= Vid Došen =

Vid Došen (1719–1778) was a Croatian poet and Catholic priest.

== Early life ==
He was born in Tribanj around 1719 to a well known immigrant Bunjevac family Došen, which was originally from Herzegovina. He became a priest in 1744, and subsequently learned the Glagolitic script so he could perform his duties in the parishes of the Diocese of Nin. He was then schooled in Križevci and Zagreb, transferring over to the Diocese of Zagreb. He served in Požega at first, where he also acted as professor at the academy there. After 1776, he went to Dubovik (Podcrkavlje), where he lived until his death on 6 April 1778.

==Works==
In the spirit of enlightement, Vid Došen is principally known for his two published works; Jeka planine (Echo of the Mountain), which he published anonymously, and Aždaja Sedmoglava (Seven headed Dragon), both were published in 1768, Zagreb. He wrote in the Slavonian dialect (Štokavian ikavian) of the area where he resided while also referring to himself as a 'Dalmatian of the Velebit sea' (Dalmatinom od mora velebitskoga).
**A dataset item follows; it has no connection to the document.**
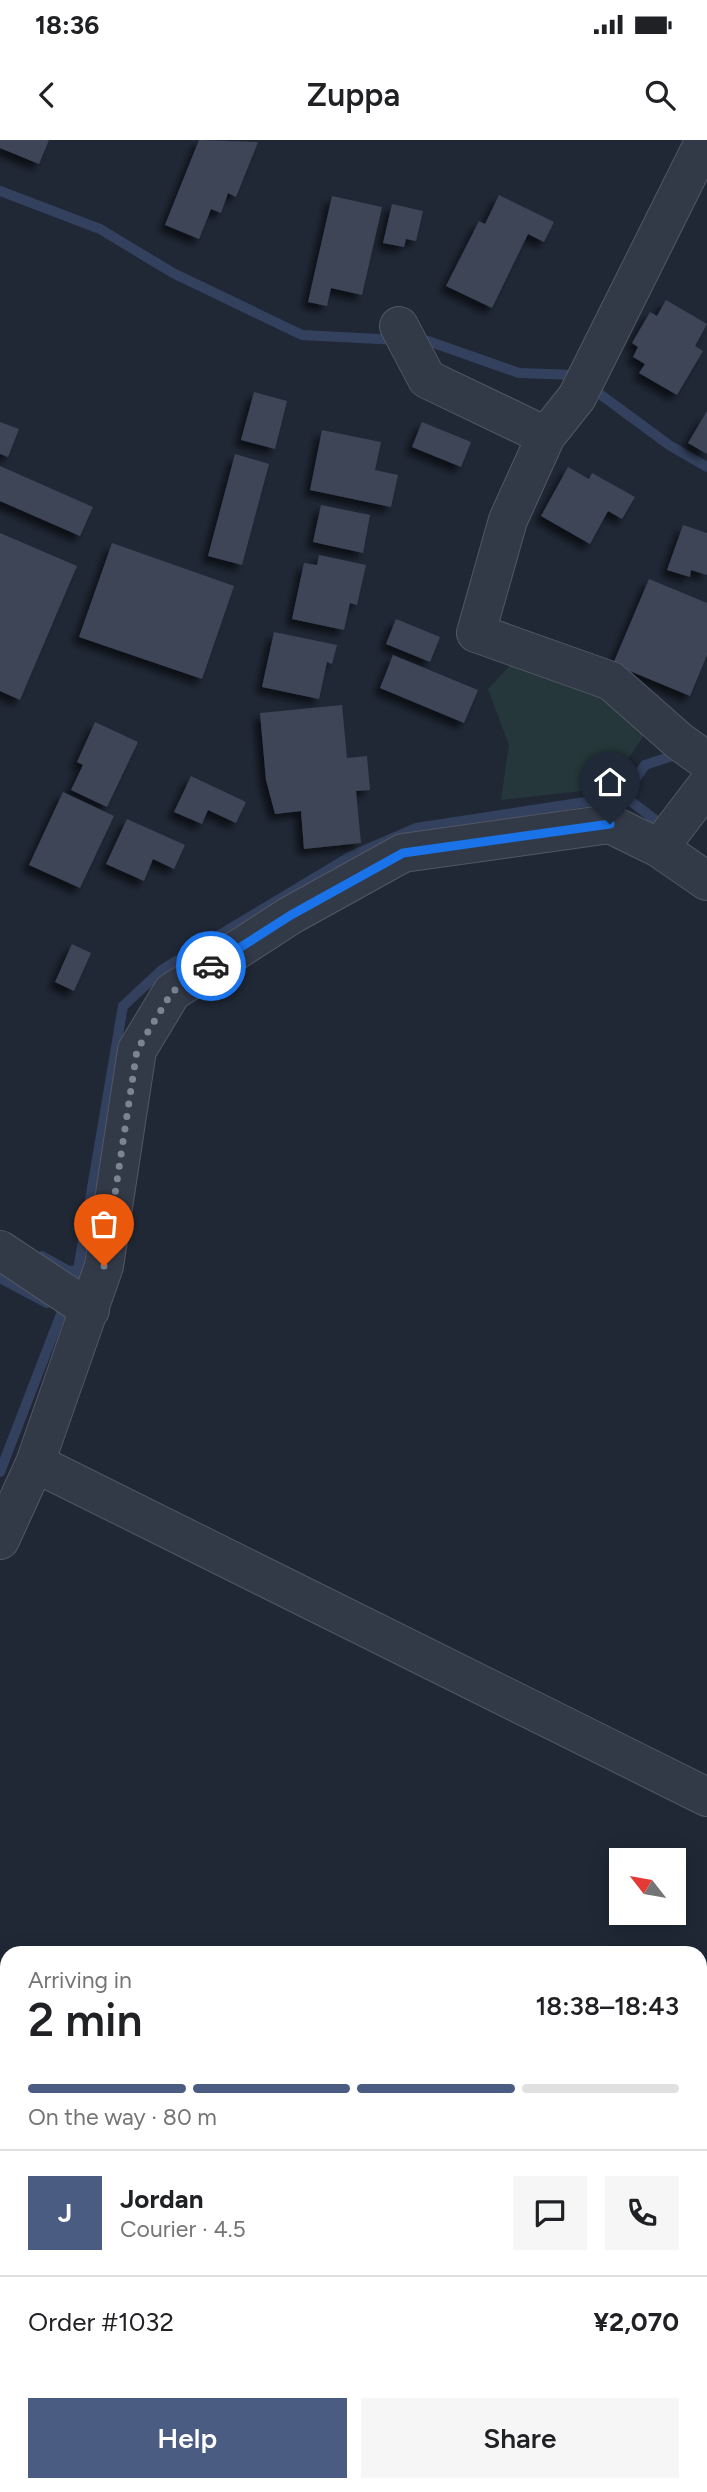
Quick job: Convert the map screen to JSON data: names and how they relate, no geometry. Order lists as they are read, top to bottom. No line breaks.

Jeka Planine is a kind of pamphlet in octosyllabic verse, which stands in defence of Matija Antun Relković's satire Satir iliti divji čovik (1762) against an attack by a certain Tamburaš slavonski in 1767, who has not been identified. The work is divided in two parts, in which he insults the 'Tamburaš' and praises Relković's Satir in its critique of old customs.

Aždaja sedmoglava is a moralistic-didactic poem divided in seven parts representing each of the deadly sins, and, as with Jeka planine, it is written in octosyllabic verses. The poem begins with an allusion to a military mobilisation conducted by a trumpet, with the stated goal of defeating the seven-headed dragon in a battle, echoing the style of Catholic restoration. The principal intent of the poem is shaming public officials.